→ Exercise description:
Produce as output only the lines below starting at the line with "options.set_hint_style(cairo.HintStyle.NONE)" and continuing through the line with "ctx.show_text(s)", each one exactly as written.

[Records from a data source]
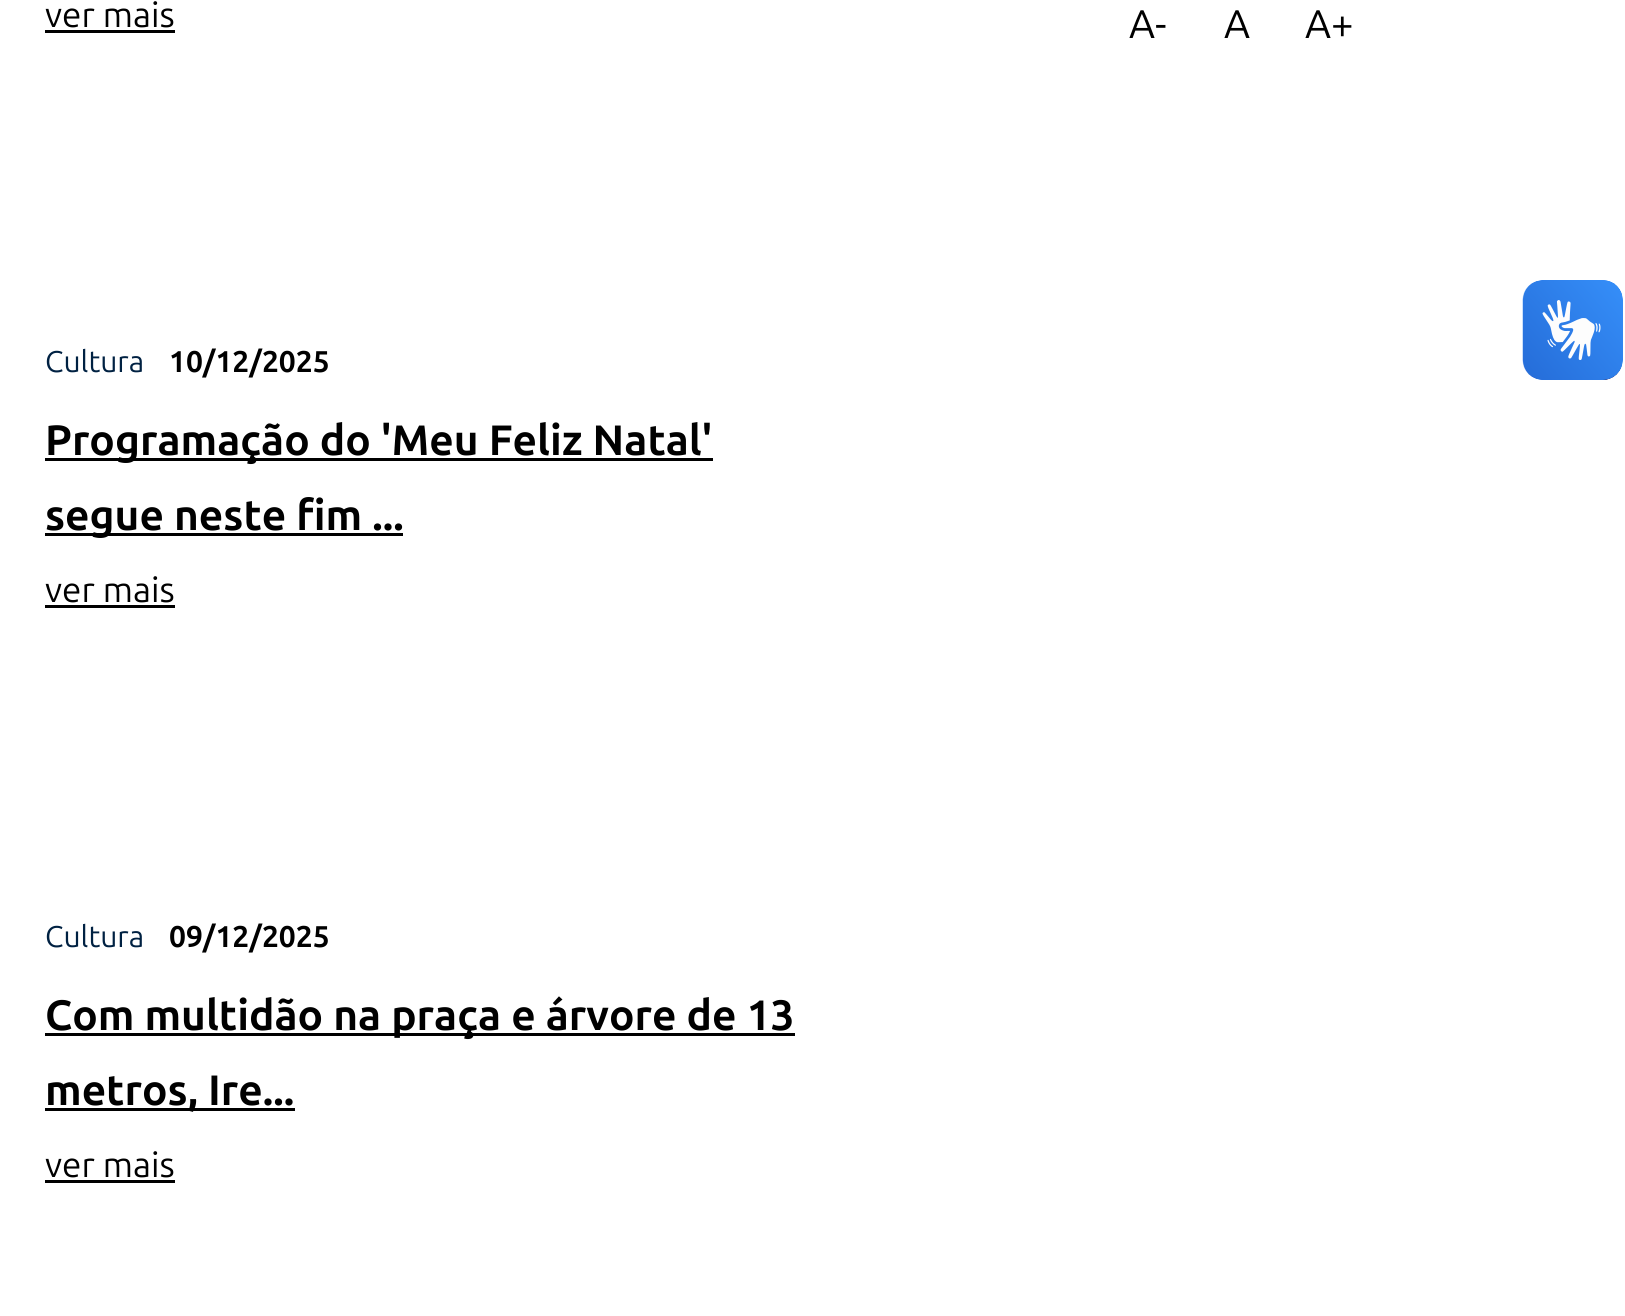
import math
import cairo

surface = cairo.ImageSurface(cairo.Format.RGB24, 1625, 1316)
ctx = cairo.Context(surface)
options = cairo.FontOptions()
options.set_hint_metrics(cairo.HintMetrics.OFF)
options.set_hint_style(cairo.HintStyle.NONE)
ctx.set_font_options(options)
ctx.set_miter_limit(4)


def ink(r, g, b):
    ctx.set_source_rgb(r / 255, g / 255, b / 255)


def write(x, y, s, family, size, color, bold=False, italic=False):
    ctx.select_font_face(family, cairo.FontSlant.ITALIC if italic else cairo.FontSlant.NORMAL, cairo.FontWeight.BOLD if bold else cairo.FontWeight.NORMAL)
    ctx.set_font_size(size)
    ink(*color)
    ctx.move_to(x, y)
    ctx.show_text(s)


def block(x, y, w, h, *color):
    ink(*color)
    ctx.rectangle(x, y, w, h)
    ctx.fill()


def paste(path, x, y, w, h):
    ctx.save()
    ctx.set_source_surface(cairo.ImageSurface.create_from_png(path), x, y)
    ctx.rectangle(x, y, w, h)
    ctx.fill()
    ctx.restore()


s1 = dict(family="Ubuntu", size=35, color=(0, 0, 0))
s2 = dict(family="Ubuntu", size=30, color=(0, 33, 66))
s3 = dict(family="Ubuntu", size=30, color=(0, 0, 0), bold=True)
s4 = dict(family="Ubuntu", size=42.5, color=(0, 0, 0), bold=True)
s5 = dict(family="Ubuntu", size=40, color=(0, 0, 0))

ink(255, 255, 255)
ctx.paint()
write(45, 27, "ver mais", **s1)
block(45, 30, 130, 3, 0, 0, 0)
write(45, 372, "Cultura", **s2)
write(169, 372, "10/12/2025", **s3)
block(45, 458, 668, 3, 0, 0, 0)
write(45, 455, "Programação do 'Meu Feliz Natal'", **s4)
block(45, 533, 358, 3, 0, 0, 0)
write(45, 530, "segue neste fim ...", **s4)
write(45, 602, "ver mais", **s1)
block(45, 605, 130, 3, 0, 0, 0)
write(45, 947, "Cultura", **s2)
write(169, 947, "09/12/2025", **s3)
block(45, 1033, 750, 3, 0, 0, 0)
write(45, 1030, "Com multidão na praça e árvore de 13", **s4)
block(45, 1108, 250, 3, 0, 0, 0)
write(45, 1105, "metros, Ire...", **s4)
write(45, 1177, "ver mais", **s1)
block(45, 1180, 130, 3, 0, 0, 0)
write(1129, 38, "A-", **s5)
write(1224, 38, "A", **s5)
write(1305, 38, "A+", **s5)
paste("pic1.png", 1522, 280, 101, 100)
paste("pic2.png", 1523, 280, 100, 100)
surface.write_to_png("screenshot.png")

→ Task response:
options.set_hint_style(cairo.HintStyle.NONE)
ctx.set_font_options(options)
ctx.set_miter_limit(4)


def ink(r, g, b):
    ctx.set_source_rgb(r / 255, g / 255, b / 255)


def write(x, y, s, family, size, color, bold=False, italic=False):
    ctx.select_font_face(family, cairo.FontSlant.ITALIC if italic else cairo.FontSlant.NORMAL, cairo.FontWeight.BOLD if bold else cairo.FontWeight.NORMAL)
    ctx.set_font_size(size)
    ink(*color)
    ctx.move_to(x, y)
    ctx.show_text(s)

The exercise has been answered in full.